Requirement: In the entries below, spot each line with the word "Bazzar" and copy it.

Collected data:
▽
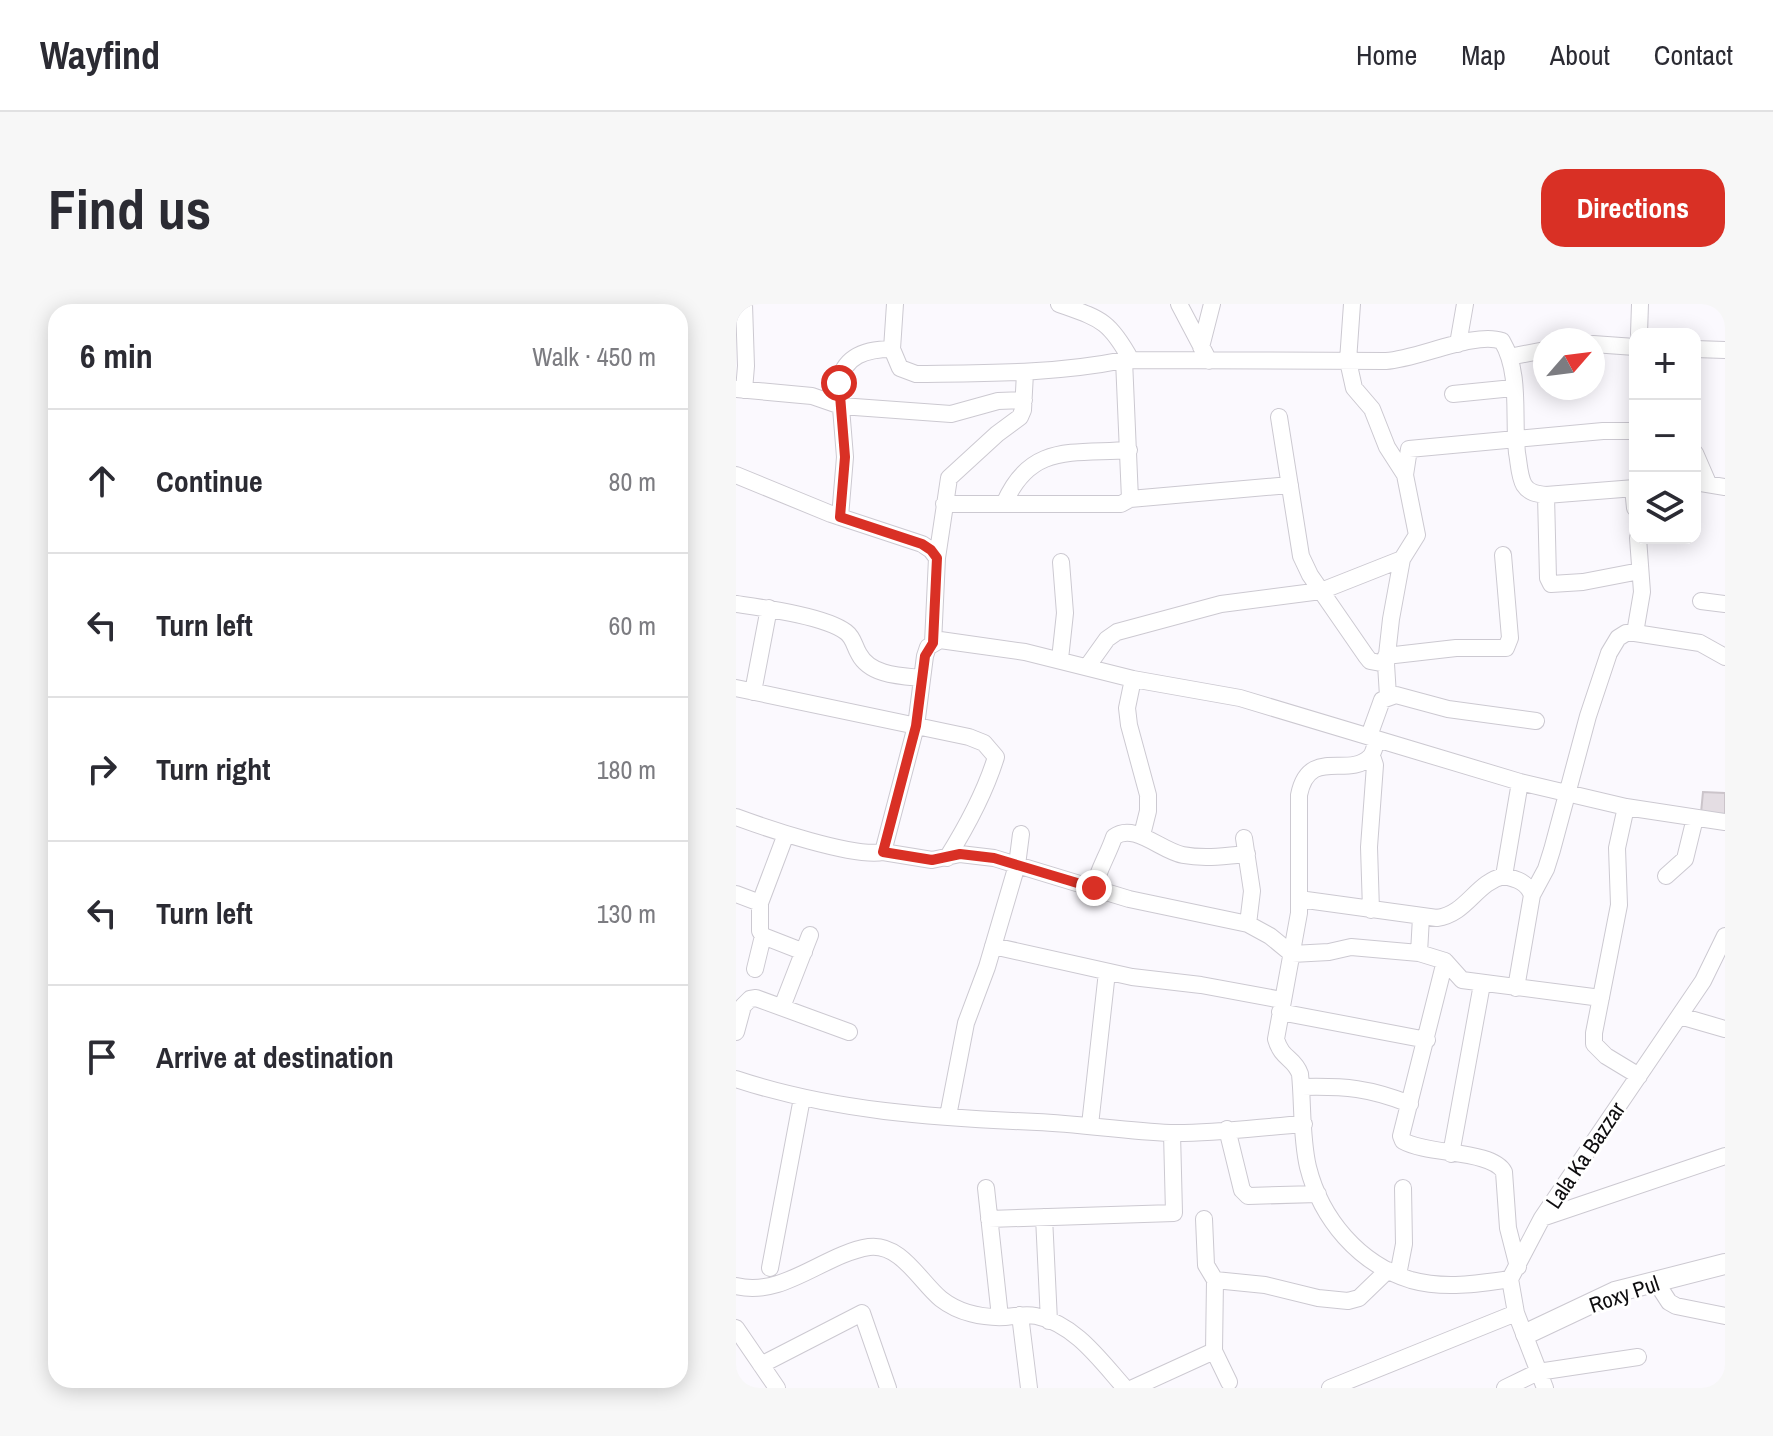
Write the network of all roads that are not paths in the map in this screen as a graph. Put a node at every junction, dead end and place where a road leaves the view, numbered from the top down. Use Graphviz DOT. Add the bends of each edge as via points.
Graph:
graph roads {
  1 [pos="744,304"];
  2 [pos="895,304"];
  3 [pos="1061,304"];
  4 [pos="1179,304"];
  5 [pos="1212,304"];
  6 [pos="1352,304"];
  7 [pos="1465,304"];
  8 [pos="1640,304"];
  9 [pos="1639,328"];
  10 [pos="1458,344"];
  11 [pos="1605,345"];
  12 [pos="1629,347"];
  13 [pos="892,349"];
  14 [pos="1701,349"];
  15 [pos="1725,350"];
  16 [pos="1533,352"];
  17 [pos="1205,354"];
  18 [pos="1509,357"];
  19 [pos="1127,360"];
  20 [pos="1348,361"];
  21 [pos="1025,373"];
  22 [pos="1513,388"];
  23 [pos="740,390"];
  24 [pos="1453,394"];
  25 [pos="1024,400"];
  26 [pos="841,406"];
  27 [pos="1279,417"];
  28 [pos="1629,431"];
  29 [pos="1516,441"];
  30 [pos="1129,450"];
  31 [pos="736,475"];
  32 [pos="1405,475"];
  33 [pos="1290,485"];
  34 [pos="1629,488"];
  35 [pos="1546,495"];
  36 [pos="1130,499"];
  37 [pos="944,504"];
  38 [pos="1004,504"];
  39 [pos="840,517"];
  40 [pos="1638,544"];
  41 [pos="1503,555"];
  42 [pos="937,558"];
  43 [pos="1402,559"];
  44 [pos="1061,562"];
  45 [pos="1640,571"];
  46 [pos="1321,591"];
  47 [pos="1701,601"];
  48 [pos="736,604"];
  49 [pos="1725,604"];
  50 [pos="769,608"];
  51 [pos="1635,633"];
  52 [pos="933,643"];
  53 [pos="1725,657"];
  54 [pos="1060,659"];
  55 [pos="1386,660"];
  56 [pos="1087,667"];
  57 [pos="921,678"];
  58 [pos="1133,679"];
  59 [pos="736,688"];
  60 [pos="753,692"];
  61 [pos="1388,696"];
  62 [pos="1536,721"];
  63 [pos="916,726"];
  64 [pos="1372,744"];
  65 [pos="1520,782"];
  66 [pos="1568,793"];
  67 [pos="1626,807"];
  68 [pos="736,817"];
  69 [pos="1695,818"];
  70 [pos="1725,822"];
  71 [pos="786,834"];
  72 [pos="1021,834"];
  73 [pos="1142,835"];
  74 [pos="883,852"];
  75 [pos="947,858"];
  76 [pos="1017,865"];
  77 [pos="1504,876"];
  78 [pos="1666,876"];
  79 [pos="1094,888"];
  80 [pos="736,894"];
  81 [pos="1532,895"];
  82 [pos="1299,899"];
  83 [pos="760,903"];
  84 [pos="1371,910"];
  85 [pos="1421,917"];
  86 [pos="1248,924"];
  87 [pos="810,935"];
  88 [pos="763,936"];
  89 [pos="1725,936"];
  90 [pos="993,946"];
  91 [pos="804,952"];
  92 [pos="1419,953"];
  93 [pos="1292,954"];
  94 [pos="1445,961"];
  95 [pos="755,969"];
  96 [pos="1107,972"];
  97 [pos="1482,984"];
  98 [pos="1516,988"];
  99 [pos="1601,998"];
  100 [pos="1281,1006"];
  101 [pos="782,1007"];
  102 [pos="1680,1016"];
  103 [pos="1725,1029"];
  104 [pos="736,1032"];
  105 [pos="849,1032"];
  106 [pos="1427,1040"];
  107 [pos="1639,1076"];
  108 [pos="736,1079"];
  109 [pos="1302,1087"];
  110 [pos="802,1098"];
  111 [pos="1410,1104"];
  112 [pos="948,1116"];
  113 [pos="1304,1124"];
  114 [pos="1090,1125"];
  115 [pos="1227,1129"];
  116 [pos="1172,1133"];
  117 [pos="1451,1154"];
  118 [pos="1725,1156"];
  119 [pos="986,1188"];
  120 [pos="1403,1188"];
  121 [pos="1318,1194"];
  122 [pos="1044,1217"];
  123 [pos="1542,1218"];
  124 [pos="989,1219"];
  125 [pos="1204,1219"];
  126 [pos="1725,1264"];
  127 [pos="770,1268"];
  128 [pos="1393,1272"];
  129 [pos="1514,1273"];
  130 [pos="1215,1280"];
  131 [pos="1656,1282"];
  132 [pos="736,1286"];
  133 [pos="1516,1313"];
  134 [pos="1020,1315"];
  135 [pos="1725,1316"];
  136 [pos="1000,1317"];
  137 [pos="1049,1321"];
  138 [pos="736,1328"];
  139 [pos="1526,1334"];
  140 [pos="1214,1351"];
  141 [pos="1638,1357"];
  142 [pos="761,1365"];
  143 [pos="1372,1371"];
  144 [pos="1538,1372"];
  145 [pos="1229,1382"];
  146 [pos="777,1388"];
  147 [pos="888,1388"];
  148 [pos="1029,1388"];
  149 [pos="1125,1388"];
  150 [pos="1133,1388"];
  151 [pos="1330,1388"];
  152 [pos="1370,1388"];
  153 [pos="1505,1388"];
  154 [pos="1545,1388"];
  1 -- 23 [label="street" via="746,366"];
  2 -- 13 [label="street"];
  3 -- 19 [label="street" via="1109,326"];
  4 -- 17 [label="street"];
  5 -- 17 [label="street"];
  6 -- 20 [label="street"];
  7 -- 10 [label="street"];
  8 -- 9 [label="street"];
  10 -- 18 [label="street" via="1494,338 1502,341"];
  10 -- 20 [label="street" via="1406,360"];
  11 -- 12 [label="street"];
  13 -- 21 [label="street" via="907,373"];
  13 -- 26 [label="street" via="869,349 848,363 839,383"];
  14 -- 15 [label="street"];
  16 -- 18 [label="street"];
  17 -- 19 [label="street"];
  17 -- 20 [label="street"];
  18 -- 22 [label="street"];
  19 -- 21 [label="street"];
  19 -- 30 [label="street"];
  20 -- 32 [label="street" via="1354,388 1372,409"];
  21 -- 25 [label="street"];
  22 -- 24 [label="street"];
  22 -- 29 [label="street"];
  23 -- 26 [label="street" via="812,396"];
  25 -- 26 [label="street" via="951,414"];
  25 -- 37 [label="street" via="1017,421 954,471"];
  26 -- 39 [label="street" via="845,457"];
  27 -- 33 [label="street"];
  28 -- 29 [label="street"];
  29 -- 32 [label="street" via="1409,449"];
  29 -- 35 [label="street" via="1524,486"];
  30 -- 36 [label="street"];
  30 -- 38 [label="street" via="1035,462 1013,484"];
  31 -- 39 [label="street"];
  32 -- 43 [label="street" via="1417,535"];
  33 -- 36 [label="street"];
  33 -- 46 [label="street" via="1301,556"];
  34 -- 35 [label="street"];
  35 -- 45 [label="street" via="1551,584"];
  36 -- 38 [label="street" via="1121,504"];
  37 -- 38 [label="street"];
  37 -- 42 [label="street"];
  39 -- 42 [label="street" via="922,544"];
  40 -- 45 [label="street"];
  41 -- 55 [label="street" via="1510,638 1506,648 1456,648"];
  42 -- 52 [label="street"];
  43 -- 46 [label="street"];
  43 -- 55 [label="street"];
  44 -- 54 [label="street" via="1065,613"];
  45 -- 51 [label="street"];
  46 -- 55 [label="street" via="1370,661"];
  46 -- 56 [label="street" via="1221,604 1117,632"];
  47 -- 49 [label="street"];
  48 -- 50 [label="street"];
  50 -- 57 [label="street" via="844,631 872,669"];
  50 -- 60 [label="street"];
  51 -- 53 [label="street" via="1700,643"];
  51 -- 66 [label="street" via="1618,638 1609,653"];
  52 -- 54 [label="street" via="954,641"];
  52 -- 57 [label="street"];
  54 -- 56 [label="street"];
  55 -- 61 [label="street"];
  56 -- 58 [label="street"];
  57 -- 63 [label="street"];
  58 -- 64 [label="street" via="1240,698"];
  58 -- 73 [label="street" via="1129,725 1148,795"];
  59 -- 60 [label="street"];
  60 -- 63 [label="street"];
  61 -- 62 [label="street"];
  61 -- 64 [label="street" via="1379,705"];
  63 -- 74 [label="street"];
  63 -- 75 [label="street" via="969,737 984,743 996,757 974,812"];
  64 -- 65 [label="street"];
  64 -- 82 [label="street" via="1361,762 1316,769 1302,783"];
  64 -- 84 [label="street"];
  65 -- 66 [label="street"];
  65 -- 77 [label="street"];
  66 -- 67 [label="street"];
  66 -- 81 [label="street" via="1546,869"];
  67 -- 69 [label="street"];
  67 -- 99 [label="street" via="1617,848 1619,905"];
  68 -- 71 [label="street"];
  69 -- 70 [label="street"];
  69 -- 78 [label="street" via="1685,859"];
  71 -- 74 [label="street"];
  71 -- 83 [label="street"];
  72 -- 76 [label="street"];
  73 -- 79 [label="street" via="1123,832 1114,837"];
  73 -- 86 [label="street" via="1186,856 1246,846 1252,891"];
  74 -- 75 [label="street"];
  75 -- 76 [label="street" via="976,855"];
  76 -- 79 [label="street"];
  76 -- 90 [label="street"];
  77 -- 81 [label="street" via="1523,882"];
  77 -- 85 [label="street" via="1487,882 1453,914"];
  79 -- 86 [label="street"];
  80 -- 83 [label="street"];
  81 -- 98 [label="street"];
  82 -- 84 [label="street"];
  82 -- 93 [label="street"];
  83 -- 88 [label="street"];
  84 -- 85 [label="street"];
  85 -- 92 [label="street"];
  86 -- 93 [label="street"];
  87 -- 91 [label="street"];
  88 -- 91 [label="street"];
  88 -- 95 [label="street"];
  89 -- 102 [label="street, Lala Ka Bazzar"];
  90 -- 96 [label="street"];
  90 -- 112 [label="street" via="966,1023"];
  91 -- 101 [label="street"];
  92 -- 93 [label="street" via="1351,947"];
  92 -- 94 [label="street"];
  93 -- 100 [label="street"];
  94 -- 97 [label="street" via="1462,980"];
  94 -- 106 [label="street"];
  96 -- 100 [label="street"];
  96 -- 114 [label="street"];
  97 -- 98 [label="street"];
  97 -- 117 [label="street"];
  98 -- 99 [label="street"];
  99 -- 107 [label="street" via="1594,1044"];
  100 -- 106 [label="street"];
  100 -- 109 [label="street" via="1276,1039 1284,1058 1297,1065"];
  101 -- 104 [label="street" via="750,999"];
  101 -- 105 [label="street"];
  102 -- 103 [label="street"];
  102 -- 107 [label="street, Lala Ka Bazzar"];
  106 -- 111 [label="street"];
  107 -- 123 [label="street, Lala Ka Bazzar"];
  108 -- 110 [label="street"];
  109 -- 111 [label="street" via="1377,1091"];
  109 -- 113 [label="street"];
  110 -- 112 [label="street"];
  110 -- 127 [label="street"];
  111 -- 117 [label="street" via="1403,1141"];
  112 -- 114 [label="street"];
  113 -- 115 [label="street"];
  113 -- 121 [label="street" via="1308,1165"];
  114 -- 116 [label="street"];
  115 -- 116 [label="street"];
  115 -- 121 [label="street" via="1248,1196"];
  116 -- 122 [label="street" via="1174,1213"];
  117 -- 129 [label="street" via="1501,1166"];
  118 -- 123 [label="street"];
  119 -- 124 [label="street"];
  120 -- 128 [label="street" via="1404,1244"];
  121 -- 128 [label="street" via="1349,1243"];
  122 -- 124 [label="street"];
  122 -- 137 [label="street"];
  123 -- 129 [label="street, Lala Ka Bazzar"];
  124 -- 136 [label="street"];
  125 -- 130 [label="street" via="1206,1265"];
  126 -- 131 [label="main road, Roxy Pul"];
  128 -- 129 [label="street" via="1414,1281 1464,1285"];
  128 -- 130 [label="street" via="1348,1301"];
  129 -- 133 [label="street"];
  130 -- 140 [label="street"];
  131 -- 135 [label="street" via="1676,1306"];
  131 -- 139 [label="main road, Roxy Pul" via="1615,1292"];
  132 -- 136 [label="street" via="770,1286 843,1255 882,1248 896,1254 956,1309"];
  133 -- 139 [label="street"];
  133 -- 143 [label="street"];
  134 -- 136 [label="street"];
  134 -- 137 [label="street"];
  134 -- 148 [label="street"];
  137 -- 149 [label="street" via="1083,1342"];
  138 -- 142 [label="street"];
  139 -- 144 [label="street"];
  140 -- 145 [label="street"];
  140 -- 150 [label="street"];
  141 -- 144 [label="street"];
  142 -- 146 [label="street"];
  142 -- 147 [label="street" via="862,1313"];
  143 -- 151 [label="street"];
  143 -- 152 [label="street"];
  144 -- 153 [label="street"];
  144 -- 154 [label="street"];
}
△
Written solution:
  89 -- 102 [label="street, Lala Ka Bazzar"];
  102 -- 107 [label="street, Lala Ka Bazzar"];
  107 -- 123 [label="street, Lala Ka Bazzar"];
  123 -- 129 [label="street, Lala Ka Bazzar"];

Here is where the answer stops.